Sorry guys... more useless knowledge from the bowels of my brain.
posted by Dean_Paxton at 2:11 PM on June 28, 2002


fuck cicadas.

my sister used to chase me with them and when i'd hide in the bathroom (the only door with a lock) she'd SHOVE THEM UNDER THE DOOR. AND I COULDN'T GET OUT WITHOUT PASSING THEM.

and the crawling and the creeping and the spindly little legs and the business. i'm shuddering RIGHT NOW.

i'm with unclefes on this one. nasty, nasty bugs.
posted by sugarfish at 3:44 PM on June 28, 2002


Brood XIII. 1973. Illinois. Summer of the Locusts. We kept playing this Steely Dan song:

Tobacco they grow in Peking
In the Year of the Locust
You'll see a sad thing
Even Cathy Berberian knows
There's one roulade she can't sing
Dumb luck my friend
Won't suck me in this time


It...has...to...mean...something....
posted by groundhog at 7:18 PM on June 28, 2002


I got so excited when I saw this post. I knew this discussion would be a mixture of science theory interspersed with childhood memories, and hey, that combo ROCKS.

Anyway, my favorite memory comes from adolescence in the mid-eighties in MD when the swarms of cicadas came out of the ground and we paid my friend five bucks to eat one of the big ones.
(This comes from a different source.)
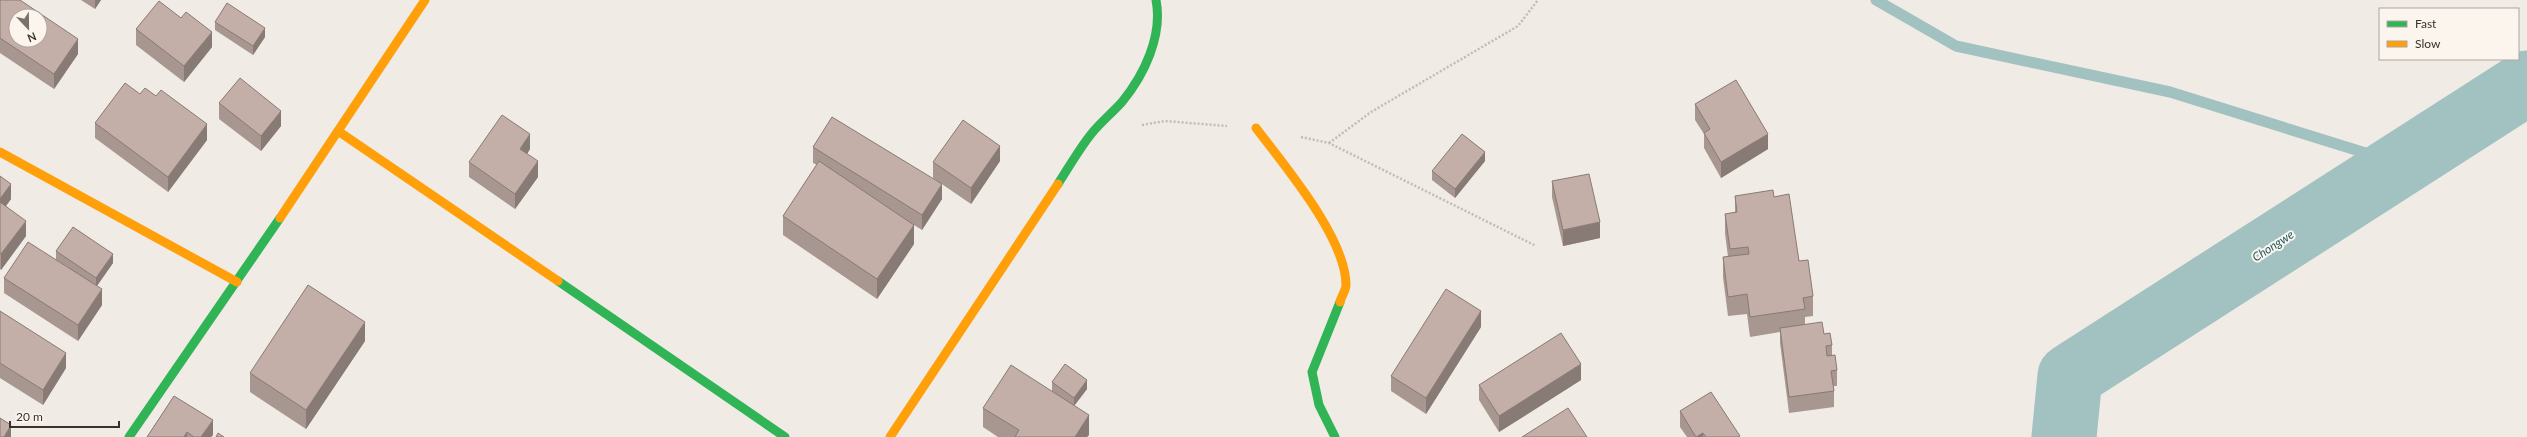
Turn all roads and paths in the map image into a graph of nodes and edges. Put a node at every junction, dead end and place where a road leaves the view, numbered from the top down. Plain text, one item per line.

Not just eat, but chew for a few minutes before swallowing. No one thought he'd do it, but he did.

That kid's a neurosurgeon now. Crazy world.
posted by ben-o at 9:01 PM on June 28, 2002


Ah, I remember the cicada invasion of the late 80s. I was living in Baltimore. Stupidest bugs I'd ever met. Kept flying into me. The Washington Post ran a whole Food Section with recipes.

2004? Can't wait for my children to experience them. Disney World will never have the cache it now does. Reality always trumps the Imagination Machine. Although, those cicadas are so big my kids might think they're puppets. It's a small world afterall.